There were two components: social support and healthcare support. With social support, we tried very hard to find support groups for mom, we tried to find places where she could go and feel comfortable talking about the disease and the stigma that’s associated with the disease, but there wasn’t anything available. In terms of the health care support, it can be difficult to find doctors who understand the disease and how to treat it. Our doctors were excellent, but they needed more tools, and a place to go to find out more about the disease. For example, it’s difficult today for oncologists and physicians to find out more about anal cancer and no society exists (as there are for many other diseases), so a doctor has to do research on their own. Since anal cancer is a disease that’s not common, they really are too few resources and part of the frustration came from that.

In addition to awareness and support, your mission includes funding for research into anal and other HPV-related cancers.
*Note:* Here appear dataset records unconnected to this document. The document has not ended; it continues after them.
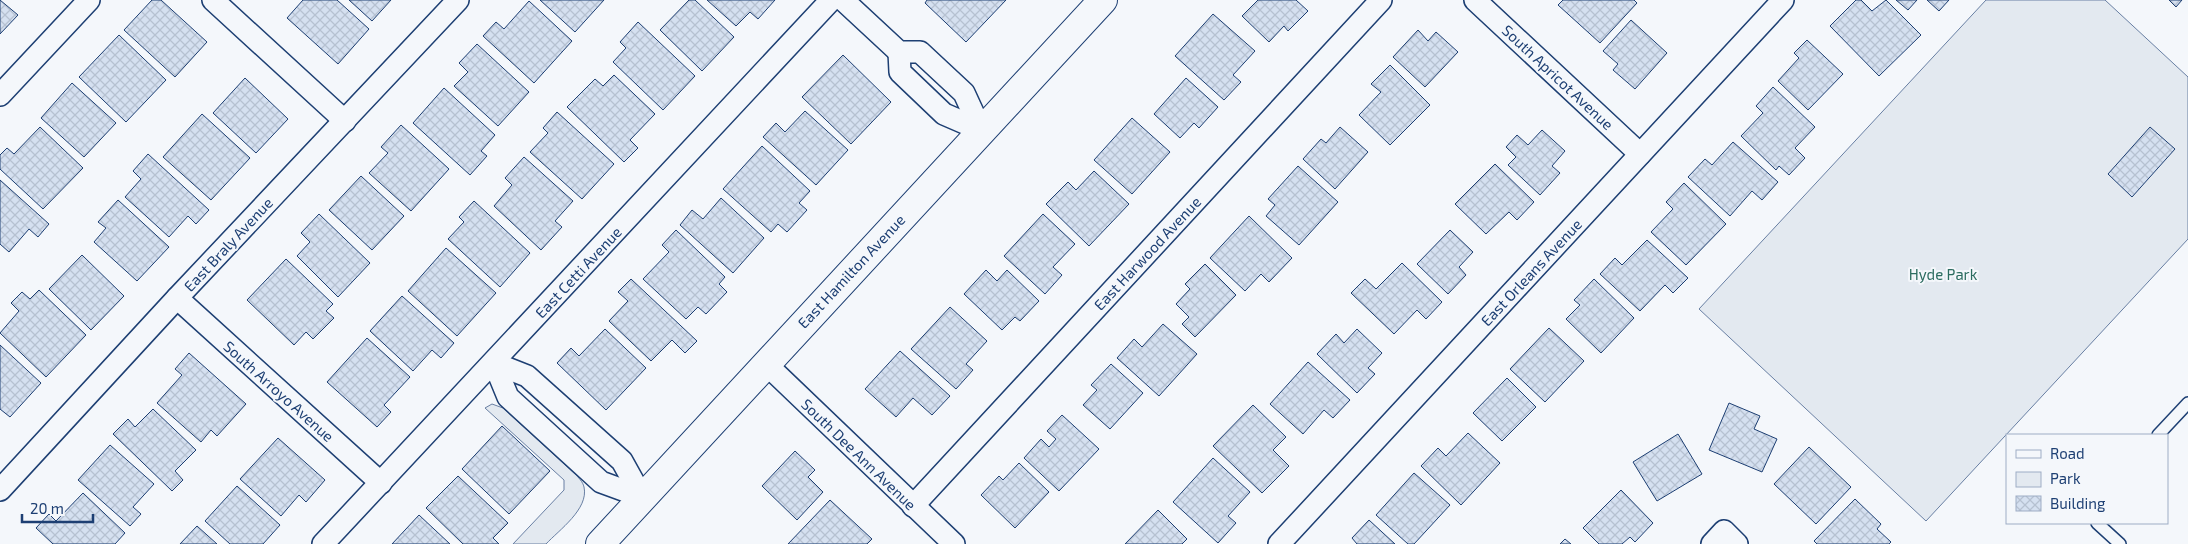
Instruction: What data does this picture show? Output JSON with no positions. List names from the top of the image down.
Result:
{
  "streets": {
    "street": [
      "South Apricot Avenue",
      "East Braly Avenue",
      "East Harwood Avenue",
      "East Hamilton Avenue",
      "East Cetti Avenue",
      "East Orleans Avenue",
      "South Arroyo Avenue",
      "South Dee Ann Avenue"
    ]
  },
  "crossings": [
    ["South Apricot Avenue", "East Orleans Avenue"],
    ["East Braly Avenue", "South Arroyo Avenue"],
    ["East Harwood Avenue", "South Dee Ann Avenue"],
    ["East Hamilton Avenue", "South Dee Ann Avenue"],
    ["East Cetti Avenue", "South Arroyo Avenue"]
  ],
  "parks": ["Hyde Park"],
  "legend": ["Road", "Park", "Building"],
  "scale_bar": "20 m"
}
How will you do this?
The drug development pipeline – for any HPV-related cancer- hasn’t seen movement for some time, and treatment options are limited. A key for us is how do we get the community, including pharmaceutical companies, excited again about drug development?
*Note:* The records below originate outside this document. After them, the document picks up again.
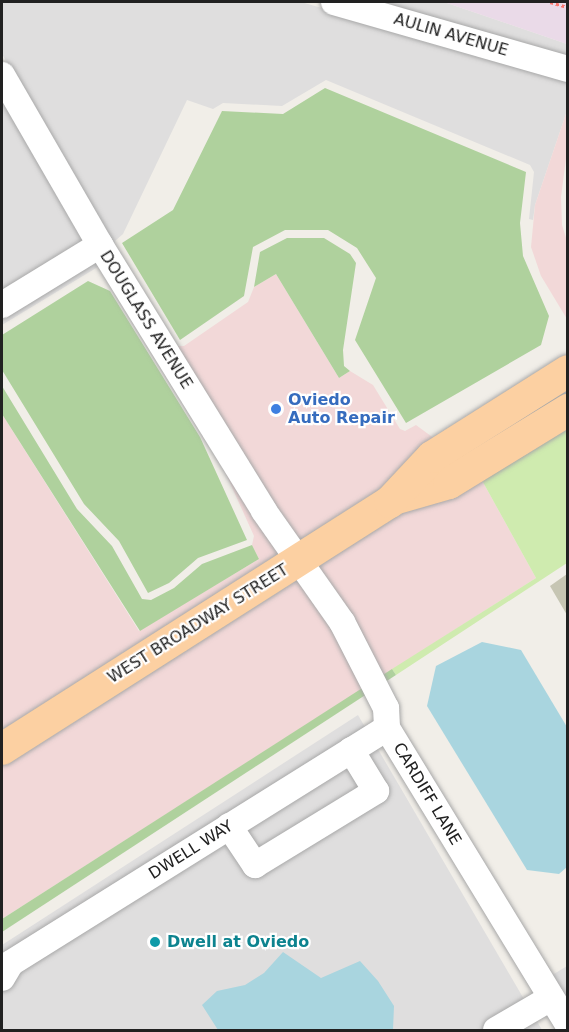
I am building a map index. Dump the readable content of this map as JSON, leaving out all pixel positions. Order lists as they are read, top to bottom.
{
  "streets": {
    "main road": ["WEST BROADWAY STREET"],
    "street": [
      "AULIN AVENUE",
      "DOUGLASS AVENUE",
      "CARDIFF LANE",
      "DWELL WAY"
    ]
  },
  "crossings": [
    ["DOUGLASS AVENUE", "WEST BROADWAY STREET"],
    ["DOUGLASS AVENUE", "CARDIFF LANE"],
    ["WEST BROADWAY STREET", "CARDIFF LANE"],
    ["CARDIFF LANE", "DWELL WAY"]
  ],
  "places": ["Oviedo Auto Repair", "Dwell at Oviedo"]
}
We are still assessing what the best deployment of funds might be, for example, is it a research grant or a post-doctorate fellowship? What we’re doing now is to map out all the resources available to us so that our money is effective when we do give grants. In looking at some other cancers where drug development was languishing, you can see the impact private foundations have had. One example is the Multiple Myeloma Research Foundation, which was started by a survivor and has raised over $100 million. They operate much like a drug development company, except they’re not for profit and the whole mission is to ask the right questions and to see where private money can help what some scientists call the “valley of death."

To get more therapeutic choices for patients battling advanced HPV-associated cancers, we need bold research. Perhaps this means a partnership where a non-profit organization such as ours, which isn’t concerned with a financial return on research and development, takes that step and attracts pharmaceutical capital.

Apart from what we may have already covered, what are your plans for 2011?
This disease has a terribly oppressive social stigma. Our mom felt it and we feel it; sometimes when we speak to people about it, it’s difficult for them to even say the words “anal cancer.” As you know, most anal cancers are caused by HPV, a disease that at least 75% of the sexually active population will have at some point, and it affects areas of the body that everybody has! We really hope that we can give those living with anal cancer the public support and community they need. That’s an important component and one of our first steps.